Dodajmy także palmy, które dodadzą tropikalnego klimatu aranżacji /materiał promocyjny
Rośliny w tej aranżacji stanowią nie tylko dekorację, ale również element wystroju, który dodaje przytulności i daje poczucie odcięcia od świata zewnętrznego. Dzięki nim możemy całkowicie osłonić nasz balkon, by zapewnić sobie odrobinę prywatności w naszym kawałku raju.
Dodatki budujące nastrój
Choć jak wcześniej wspominaliśmy, na małej przestrzeni lepiej unikać zbędnych przedmiotów, które dają efekt przeładowania, kilka dodatków z pewnością nie zaszkodzi, a wręcz nada aranżacji charakteru. Dzwoneczki wietrzne, które wydają łagodne dźwięki na wietrze, ozdobne zawieszki z muszli i słomy lub kryształków odbijających światło słońca i rzucających tęczowe błyski na ścianę, a do tego nastrojowe świece i kadzidła sprawią, że nasze zmysły błyskawicznie zostaną ukojone po ciężkim dniu.

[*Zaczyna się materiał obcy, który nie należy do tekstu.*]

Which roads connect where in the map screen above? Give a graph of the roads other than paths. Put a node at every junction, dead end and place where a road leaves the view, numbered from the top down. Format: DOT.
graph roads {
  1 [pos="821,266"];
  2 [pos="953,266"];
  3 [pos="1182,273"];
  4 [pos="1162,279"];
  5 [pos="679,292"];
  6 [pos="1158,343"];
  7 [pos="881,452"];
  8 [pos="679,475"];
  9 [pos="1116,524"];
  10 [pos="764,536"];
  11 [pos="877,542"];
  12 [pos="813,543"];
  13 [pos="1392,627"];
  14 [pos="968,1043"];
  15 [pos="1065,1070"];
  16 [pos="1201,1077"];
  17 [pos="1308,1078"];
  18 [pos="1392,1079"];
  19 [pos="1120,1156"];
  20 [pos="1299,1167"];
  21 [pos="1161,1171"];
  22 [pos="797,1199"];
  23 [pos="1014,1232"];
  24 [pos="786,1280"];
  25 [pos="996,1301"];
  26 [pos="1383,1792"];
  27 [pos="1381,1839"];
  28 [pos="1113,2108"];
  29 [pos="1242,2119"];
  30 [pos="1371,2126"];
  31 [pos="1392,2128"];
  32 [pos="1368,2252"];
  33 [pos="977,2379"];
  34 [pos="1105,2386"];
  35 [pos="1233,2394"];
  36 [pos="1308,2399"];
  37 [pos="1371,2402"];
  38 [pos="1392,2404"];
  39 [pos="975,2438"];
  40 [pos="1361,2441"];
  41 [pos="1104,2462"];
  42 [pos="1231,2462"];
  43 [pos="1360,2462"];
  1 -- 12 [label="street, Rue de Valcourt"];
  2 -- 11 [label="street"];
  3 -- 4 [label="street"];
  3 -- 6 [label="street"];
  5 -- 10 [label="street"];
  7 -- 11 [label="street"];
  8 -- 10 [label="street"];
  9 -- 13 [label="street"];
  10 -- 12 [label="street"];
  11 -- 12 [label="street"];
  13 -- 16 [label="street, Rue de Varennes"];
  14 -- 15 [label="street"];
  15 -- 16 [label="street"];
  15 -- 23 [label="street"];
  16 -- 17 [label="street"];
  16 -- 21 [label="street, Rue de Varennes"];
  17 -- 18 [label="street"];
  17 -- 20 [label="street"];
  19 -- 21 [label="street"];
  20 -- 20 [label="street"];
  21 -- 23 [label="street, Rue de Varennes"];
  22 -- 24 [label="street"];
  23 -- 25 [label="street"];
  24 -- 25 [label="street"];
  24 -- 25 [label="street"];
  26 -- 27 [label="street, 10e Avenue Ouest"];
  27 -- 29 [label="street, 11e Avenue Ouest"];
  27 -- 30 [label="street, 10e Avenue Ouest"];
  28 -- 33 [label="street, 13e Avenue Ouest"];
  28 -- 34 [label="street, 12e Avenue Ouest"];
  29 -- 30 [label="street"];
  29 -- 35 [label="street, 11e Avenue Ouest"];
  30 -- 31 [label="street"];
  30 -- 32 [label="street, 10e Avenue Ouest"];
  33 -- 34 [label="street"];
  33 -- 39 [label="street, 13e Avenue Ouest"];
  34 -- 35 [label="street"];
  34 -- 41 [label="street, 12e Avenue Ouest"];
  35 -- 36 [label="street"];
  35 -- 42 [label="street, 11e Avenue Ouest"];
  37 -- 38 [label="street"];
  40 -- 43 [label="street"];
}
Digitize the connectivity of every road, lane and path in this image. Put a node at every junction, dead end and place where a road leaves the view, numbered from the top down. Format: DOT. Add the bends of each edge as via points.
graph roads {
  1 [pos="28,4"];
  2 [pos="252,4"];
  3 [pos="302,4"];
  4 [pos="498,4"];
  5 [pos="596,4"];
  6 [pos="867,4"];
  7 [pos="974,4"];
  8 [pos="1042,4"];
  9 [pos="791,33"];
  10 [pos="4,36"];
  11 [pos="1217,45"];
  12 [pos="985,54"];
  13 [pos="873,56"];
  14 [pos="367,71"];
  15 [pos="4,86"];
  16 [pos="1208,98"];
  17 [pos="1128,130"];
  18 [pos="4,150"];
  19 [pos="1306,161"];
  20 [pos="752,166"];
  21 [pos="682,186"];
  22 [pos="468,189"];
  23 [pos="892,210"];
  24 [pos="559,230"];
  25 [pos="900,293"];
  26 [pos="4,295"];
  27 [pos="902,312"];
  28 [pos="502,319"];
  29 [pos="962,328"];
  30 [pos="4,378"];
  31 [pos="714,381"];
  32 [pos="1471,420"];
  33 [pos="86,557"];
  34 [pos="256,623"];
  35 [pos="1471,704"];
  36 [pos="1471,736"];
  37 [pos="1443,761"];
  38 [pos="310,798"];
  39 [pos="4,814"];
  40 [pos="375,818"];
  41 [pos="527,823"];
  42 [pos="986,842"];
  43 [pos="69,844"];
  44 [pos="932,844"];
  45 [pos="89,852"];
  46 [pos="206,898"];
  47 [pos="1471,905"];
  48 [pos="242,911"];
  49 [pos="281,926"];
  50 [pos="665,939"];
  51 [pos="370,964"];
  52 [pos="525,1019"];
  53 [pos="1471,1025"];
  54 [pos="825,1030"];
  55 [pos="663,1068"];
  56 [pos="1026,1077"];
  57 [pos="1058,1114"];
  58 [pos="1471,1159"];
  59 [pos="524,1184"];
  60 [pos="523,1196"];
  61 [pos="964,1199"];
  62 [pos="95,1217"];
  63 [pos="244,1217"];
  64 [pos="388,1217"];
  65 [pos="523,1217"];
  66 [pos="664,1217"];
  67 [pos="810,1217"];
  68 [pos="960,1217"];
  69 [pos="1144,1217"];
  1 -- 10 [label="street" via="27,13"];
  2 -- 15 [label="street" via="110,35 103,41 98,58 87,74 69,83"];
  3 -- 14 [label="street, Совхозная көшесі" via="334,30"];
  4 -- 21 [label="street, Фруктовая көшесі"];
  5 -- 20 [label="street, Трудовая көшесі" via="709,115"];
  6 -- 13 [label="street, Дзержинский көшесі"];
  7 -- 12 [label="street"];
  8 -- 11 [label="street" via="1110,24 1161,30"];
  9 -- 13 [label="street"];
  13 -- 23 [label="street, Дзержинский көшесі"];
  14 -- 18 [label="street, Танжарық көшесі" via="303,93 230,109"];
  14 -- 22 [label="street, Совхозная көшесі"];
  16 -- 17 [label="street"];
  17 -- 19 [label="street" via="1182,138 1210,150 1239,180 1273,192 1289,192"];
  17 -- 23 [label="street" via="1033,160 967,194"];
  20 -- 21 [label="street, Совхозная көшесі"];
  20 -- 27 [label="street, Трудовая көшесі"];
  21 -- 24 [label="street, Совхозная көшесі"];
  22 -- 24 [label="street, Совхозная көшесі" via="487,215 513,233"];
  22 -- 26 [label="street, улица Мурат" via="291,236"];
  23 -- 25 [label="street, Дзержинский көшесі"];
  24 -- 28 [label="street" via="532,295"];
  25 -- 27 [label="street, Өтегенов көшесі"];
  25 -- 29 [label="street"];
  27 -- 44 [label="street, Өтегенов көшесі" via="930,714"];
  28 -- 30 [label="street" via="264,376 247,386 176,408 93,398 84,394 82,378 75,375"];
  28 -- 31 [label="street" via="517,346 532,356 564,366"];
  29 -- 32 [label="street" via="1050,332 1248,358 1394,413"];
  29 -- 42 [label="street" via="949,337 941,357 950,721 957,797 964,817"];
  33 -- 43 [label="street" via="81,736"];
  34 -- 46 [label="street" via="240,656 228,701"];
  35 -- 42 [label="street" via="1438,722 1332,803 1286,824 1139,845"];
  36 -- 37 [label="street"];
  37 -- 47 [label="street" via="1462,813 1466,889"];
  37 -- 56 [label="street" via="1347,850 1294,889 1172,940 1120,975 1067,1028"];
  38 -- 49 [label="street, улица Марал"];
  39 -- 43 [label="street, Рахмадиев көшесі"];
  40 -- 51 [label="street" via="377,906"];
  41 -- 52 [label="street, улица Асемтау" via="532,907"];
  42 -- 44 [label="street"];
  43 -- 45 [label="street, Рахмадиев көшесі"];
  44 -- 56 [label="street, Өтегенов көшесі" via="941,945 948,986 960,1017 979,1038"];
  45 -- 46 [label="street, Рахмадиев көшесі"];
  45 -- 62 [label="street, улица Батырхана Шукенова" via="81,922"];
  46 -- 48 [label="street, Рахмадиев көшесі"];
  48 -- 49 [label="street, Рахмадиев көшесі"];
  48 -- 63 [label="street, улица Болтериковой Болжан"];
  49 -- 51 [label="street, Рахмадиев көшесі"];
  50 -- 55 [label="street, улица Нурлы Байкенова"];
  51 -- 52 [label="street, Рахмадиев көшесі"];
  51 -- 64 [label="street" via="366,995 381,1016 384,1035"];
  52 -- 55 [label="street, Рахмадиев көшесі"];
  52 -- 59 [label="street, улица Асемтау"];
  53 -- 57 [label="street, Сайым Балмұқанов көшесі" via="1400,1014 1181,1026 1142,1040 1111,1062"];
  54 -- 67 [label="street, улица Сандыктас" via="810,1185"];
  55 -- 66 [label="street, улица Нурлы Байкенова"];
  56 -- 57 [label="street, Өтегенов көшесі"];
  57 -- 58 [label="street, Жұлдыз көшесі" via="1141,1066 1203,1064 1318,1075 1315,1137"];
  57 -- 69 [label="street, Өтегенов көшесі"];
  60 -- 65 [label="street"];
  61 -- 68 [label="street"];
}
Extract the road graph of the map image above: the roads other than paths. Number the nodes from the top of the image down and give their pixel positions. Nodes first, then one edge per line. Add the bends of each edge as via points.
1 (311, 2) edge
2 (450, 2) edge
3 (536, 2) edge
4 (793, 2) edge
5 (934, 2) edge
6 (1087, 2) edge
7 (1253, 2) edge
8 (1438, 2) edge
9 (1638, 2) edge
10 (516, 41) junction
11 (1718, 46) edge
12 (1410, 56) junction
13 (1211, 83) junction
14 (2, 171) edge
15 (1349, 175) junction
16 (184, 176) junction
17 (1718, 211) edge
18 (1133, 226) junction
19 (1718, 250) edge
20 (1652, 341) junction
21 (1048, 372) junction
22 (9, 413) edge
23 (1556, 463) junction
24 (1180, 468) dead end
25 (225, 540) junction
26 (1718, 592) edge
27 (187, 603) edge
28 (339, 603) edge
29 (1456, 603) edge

W ten sposób zaaranżowany balkon sprzyja zatrzymaniu się, oddechowi, wsłuchaniu w siebie. Dzięki harmonijnemu połączeniu naturalnych materiałów, roślinności i delikatnego światła, nawet kilka metrów kwadratowych może stać się prywatnym miejscem codziennej regeneracji. Nie trzeba wielkiego remontu ani ogromnego budżetu — wystarczy pomysł, inspiracja i chęć stworzenia przestrzeni, która zabierze nas w podróż w najdalsze zakątki Azji.